My first print was the famous “benchy.” The benchy tests things like bridging and supports as well as your regular print settings.

Calibration Prints \ Image: Dakster Sullivan
Calibration Prints \ Image: Dakster Sullivan

It took 30 minutes to print and once it was done it showed a few areas needing improvement on my printer. The texture of the benchy was similar to paper and it wasn’t solid at all. I was ecstatic though because it printed.

My first print! Yay!!

Next was fixing the printing issues. I switched from Cura to Slic3r for my slicer (the program that preps a file for printing) and looked at the printer’s manual for the correct bed size, nozzle size, and adjusted the rest of the settings as needed, filament size and nozzle size being the two most important.

Finally, I was able to print the new z-stop from Thingiverse and swap it out to replace my stick. It wasn’t a perfect print but it was solid and the holes only needed a little bit of filing to fit the screws.

My first mod was done and a success. YAY!!

Now I could start printing and printing successfully right? Wrong.

Four Months Later…

Most Successful Print \ Image: Dakster Sullivan
Most Successful Print \ Image: Dakster Sullivan

Fast forward four months and my most successful print has been a gyroscopic snowflake ornament that I made 300% the original size, which made it about the size of an average adult’s hand.

My second most successful print has been the new knobs for leveling my bed. A highly recommended and basic mod.

What Have I Learned?

What I’ve learned through over the past four months is this…patience is a virtue that I don’t necessarily have a lot of. When your calibration prints take 30+ minutes and only after it’s done will you know if your settings need tweaking (one setting and one step up/down at a time) it can get old and frustrating really quick. I’ve learned to take a breath, walk away, and do some cleaning or read a book away from the printer so it can do its thing.

Another lesson I’ve learned is that Google is my best friend next to the Creality 3D Printers Facebook group. There are so many videos about everything from leveling your bed to why your prints are failing. I’ve saved a few of my favorite guides and refer to them often.
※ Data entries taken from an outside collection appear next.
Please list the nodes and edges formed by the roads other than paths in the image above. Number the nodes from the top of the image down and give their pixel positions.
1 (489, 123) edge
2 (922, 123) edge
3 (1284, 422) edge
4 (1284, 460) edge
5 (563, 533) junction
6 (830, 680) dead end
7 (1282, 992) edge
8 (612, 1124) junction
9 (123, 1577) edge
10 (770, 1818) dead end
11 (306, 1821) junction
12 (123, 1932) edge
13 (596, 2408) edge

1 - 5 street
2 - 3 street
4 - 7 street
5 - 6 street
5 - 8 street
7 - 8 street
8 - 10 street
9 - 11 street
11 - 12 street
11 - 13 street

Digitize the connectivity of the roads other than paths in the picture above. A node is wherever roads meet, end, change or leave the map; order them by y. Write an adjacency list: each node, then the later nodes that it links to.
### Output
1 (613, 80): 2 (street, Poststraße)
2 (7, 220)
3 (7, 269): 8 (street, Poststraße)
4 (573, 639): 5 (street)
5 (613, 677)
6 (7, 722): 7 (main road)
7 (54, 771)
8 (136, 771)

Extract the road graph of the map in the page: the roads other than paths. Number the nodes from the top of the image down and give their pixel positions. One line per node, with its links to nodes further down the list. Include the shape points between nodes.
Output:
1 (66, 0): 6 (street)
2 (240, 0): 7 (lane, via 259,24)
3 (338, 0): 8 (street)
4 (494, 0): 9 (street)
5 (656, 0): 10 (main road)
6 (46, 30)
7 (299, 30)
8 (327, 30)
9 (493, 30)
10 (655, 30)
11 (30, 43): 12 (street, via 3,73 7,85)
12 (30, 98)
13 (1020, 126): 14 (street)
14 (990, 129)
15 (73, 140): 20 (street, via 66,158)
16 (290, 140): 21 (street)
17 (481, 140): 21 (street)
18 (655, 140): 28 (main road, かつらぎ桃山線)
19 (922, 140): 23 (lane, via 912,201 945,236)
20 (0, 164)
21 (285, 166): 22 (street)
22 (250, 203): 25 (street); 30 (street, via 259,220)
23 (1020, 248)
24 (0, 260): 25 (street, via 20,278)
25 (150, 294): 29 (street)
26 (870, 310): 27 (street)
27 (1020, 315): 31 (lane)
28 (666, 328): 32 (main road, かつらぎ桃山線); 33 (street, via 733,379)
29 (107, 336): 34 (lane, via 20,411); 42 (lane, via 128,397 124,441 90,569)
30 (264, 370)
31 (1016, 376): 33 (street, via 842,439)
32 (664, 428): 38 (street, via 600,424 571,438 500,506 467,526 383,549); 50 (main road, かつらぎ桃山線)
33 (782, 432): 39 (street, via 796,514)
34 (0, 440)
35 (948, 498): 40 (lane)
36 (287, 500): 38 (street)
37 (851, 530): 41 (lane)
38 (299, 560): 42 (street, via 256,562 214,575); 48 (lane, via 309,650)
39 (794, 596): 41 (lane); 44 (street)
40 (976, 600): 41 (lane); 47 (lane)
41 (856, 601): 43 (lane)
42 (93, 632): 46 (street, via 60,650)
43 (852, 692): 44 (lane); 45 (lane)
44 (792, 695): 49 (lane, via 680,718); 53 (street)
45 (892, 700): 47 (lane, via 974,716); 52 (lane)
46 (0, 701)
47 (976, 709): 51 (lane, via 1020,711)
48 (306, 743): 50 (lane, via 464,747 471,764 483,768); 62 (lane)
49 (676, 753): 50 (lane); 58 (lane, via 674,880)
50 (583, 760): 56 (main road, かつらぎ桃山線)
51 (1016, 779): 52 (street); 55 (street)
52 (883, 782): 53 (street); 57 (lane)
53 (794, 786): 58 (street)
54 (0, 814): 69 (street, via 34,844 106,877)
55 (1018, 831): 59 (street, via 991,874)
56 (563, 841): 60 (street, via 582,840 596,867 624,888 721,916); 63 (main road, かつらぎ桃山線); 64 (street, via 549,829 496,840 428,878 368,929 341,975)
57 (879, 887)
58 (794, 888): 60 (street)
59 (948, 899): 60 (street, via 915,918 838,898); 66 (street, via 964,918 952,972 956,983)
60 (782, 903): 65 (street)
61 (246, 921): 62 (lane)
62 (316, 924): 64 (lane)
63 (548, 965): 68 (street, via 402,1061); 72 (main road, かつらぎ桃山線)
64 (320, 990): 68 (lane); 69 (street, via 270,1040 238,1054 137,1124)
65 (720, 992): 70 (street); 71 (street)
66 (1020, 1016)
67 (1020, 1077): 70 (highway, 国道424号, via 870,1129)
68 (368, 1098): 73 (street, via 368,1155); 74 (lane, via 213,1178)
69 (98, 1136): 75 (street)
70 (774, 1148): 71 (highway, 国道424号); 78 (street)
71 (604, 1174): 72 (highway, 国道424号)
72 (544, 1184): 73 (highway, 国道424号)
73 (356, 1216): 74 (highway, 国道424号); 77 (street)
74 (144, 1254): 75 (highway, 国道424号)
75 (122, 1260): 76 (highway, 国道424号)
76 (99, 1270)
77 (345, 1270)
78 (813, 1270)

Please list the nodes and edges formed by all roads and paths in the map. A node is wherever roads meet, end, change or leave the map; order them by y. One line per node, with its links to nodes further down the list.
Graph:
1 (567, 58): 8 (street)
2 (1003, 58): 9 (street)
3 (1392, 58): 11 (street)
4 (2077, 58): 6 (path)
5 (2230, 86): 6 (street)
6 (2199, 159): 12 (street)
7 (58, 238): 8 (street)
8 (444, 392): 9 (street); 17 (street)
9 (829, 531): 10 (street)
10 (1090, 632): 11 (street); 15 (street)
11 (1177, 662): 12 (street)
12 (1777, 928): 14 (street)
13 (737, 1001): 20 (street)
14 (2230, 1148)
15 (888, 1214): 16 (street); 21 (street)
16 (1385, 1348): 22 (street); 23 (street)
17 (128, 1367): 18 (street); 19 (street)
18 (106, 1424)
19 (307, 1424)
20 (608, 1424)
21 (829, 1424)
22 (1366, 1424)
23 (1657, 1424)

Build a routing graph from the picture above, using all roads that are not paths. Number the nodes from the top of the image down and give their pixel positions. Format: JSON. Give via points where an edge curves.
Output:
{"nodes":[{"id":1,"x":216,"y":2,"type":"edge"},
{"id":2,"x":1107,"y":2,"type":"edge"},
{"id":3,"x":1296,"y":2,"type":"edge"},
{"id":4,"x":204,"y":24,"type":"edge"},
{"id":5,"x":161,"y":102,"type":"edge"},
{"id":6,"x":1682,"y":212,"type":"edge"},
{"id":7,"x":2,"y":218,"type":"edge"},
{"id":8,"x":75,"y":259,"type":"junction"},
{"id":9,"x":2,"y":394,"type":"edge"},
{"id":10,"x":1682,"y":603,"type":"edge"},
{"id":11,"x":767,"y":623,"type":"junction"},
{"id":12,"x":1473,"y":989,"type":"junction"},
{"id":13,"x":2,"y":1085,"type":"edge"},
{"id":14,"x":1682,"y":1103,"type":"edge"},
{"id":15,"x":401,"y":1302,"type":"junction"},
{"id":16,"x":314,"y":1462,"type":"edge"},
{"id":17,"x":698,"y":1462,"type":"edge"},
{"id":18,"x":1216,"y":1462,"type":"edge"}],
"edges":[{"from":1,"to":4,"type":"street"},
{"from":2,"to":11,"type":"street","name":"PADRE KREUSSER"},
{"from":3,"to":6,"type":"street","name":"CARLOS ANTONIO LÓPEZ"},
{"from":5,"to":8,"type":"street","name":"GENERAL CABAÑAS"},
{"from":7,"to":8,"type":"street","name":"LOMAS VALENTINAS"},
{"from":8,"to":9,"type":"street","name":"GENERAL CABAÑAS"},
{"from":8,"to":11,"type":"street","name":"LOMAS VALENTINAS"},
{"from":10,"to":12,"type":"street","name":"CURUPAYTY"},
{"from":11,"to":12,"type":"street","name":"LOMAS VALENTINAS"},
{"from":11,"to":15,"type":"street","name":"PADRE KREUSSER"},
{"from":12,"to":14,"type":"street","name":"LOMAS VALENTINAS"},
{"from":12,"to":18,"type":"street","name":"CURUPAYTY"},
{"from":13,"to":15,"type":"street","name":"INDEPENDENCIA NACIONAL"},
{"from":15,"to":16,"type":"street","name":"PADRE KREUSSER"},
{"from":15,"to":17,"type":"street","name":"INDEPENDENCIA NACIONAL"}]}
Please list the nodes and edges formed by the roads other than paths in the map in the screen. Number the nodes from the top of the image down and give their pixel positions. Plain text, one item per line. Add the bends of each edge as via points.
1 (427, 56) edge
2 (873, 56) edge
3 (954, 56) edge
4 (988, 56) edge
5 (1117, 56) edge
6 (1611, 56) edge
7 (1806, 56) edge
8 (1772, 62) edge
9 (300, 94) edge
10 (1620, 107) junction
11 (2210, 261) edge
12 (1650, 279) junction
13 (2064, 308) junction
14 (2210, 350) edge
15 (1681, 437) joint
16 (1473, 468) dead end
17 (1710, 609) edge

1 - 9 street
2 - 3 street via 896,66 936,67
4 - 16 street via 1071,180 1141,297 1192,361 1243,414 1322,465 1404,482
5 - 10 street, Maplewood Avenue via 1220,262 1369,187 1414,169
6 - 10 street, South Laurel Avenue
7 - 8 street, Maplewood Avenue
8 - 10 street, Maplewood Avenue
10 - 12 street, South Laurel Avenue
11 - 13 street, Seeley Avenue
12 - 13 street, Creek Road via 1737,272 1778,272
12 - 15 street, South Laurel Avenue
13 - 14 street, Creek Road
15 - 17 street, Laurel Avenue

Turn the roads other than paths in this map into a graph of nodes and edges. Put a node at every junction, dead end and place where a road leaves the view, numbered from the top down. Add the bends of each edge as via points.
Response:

My favorite guide so far has been Simplify3D Printing Quality Troubleshooting Guide. They have it laid out in such a way it’s easy to find what you are having trouble with and steps to solve the issue.

The Future

My journey into this world is far from over, despite the issues and the hard times. I’m looking forward to the day I can print something once and it look amazing. I look forward to turning the printer on and knowing that it will work and if it doesn’t, that I have the experience to fix it.

I think I’m a ways away from that point, but the hope is there.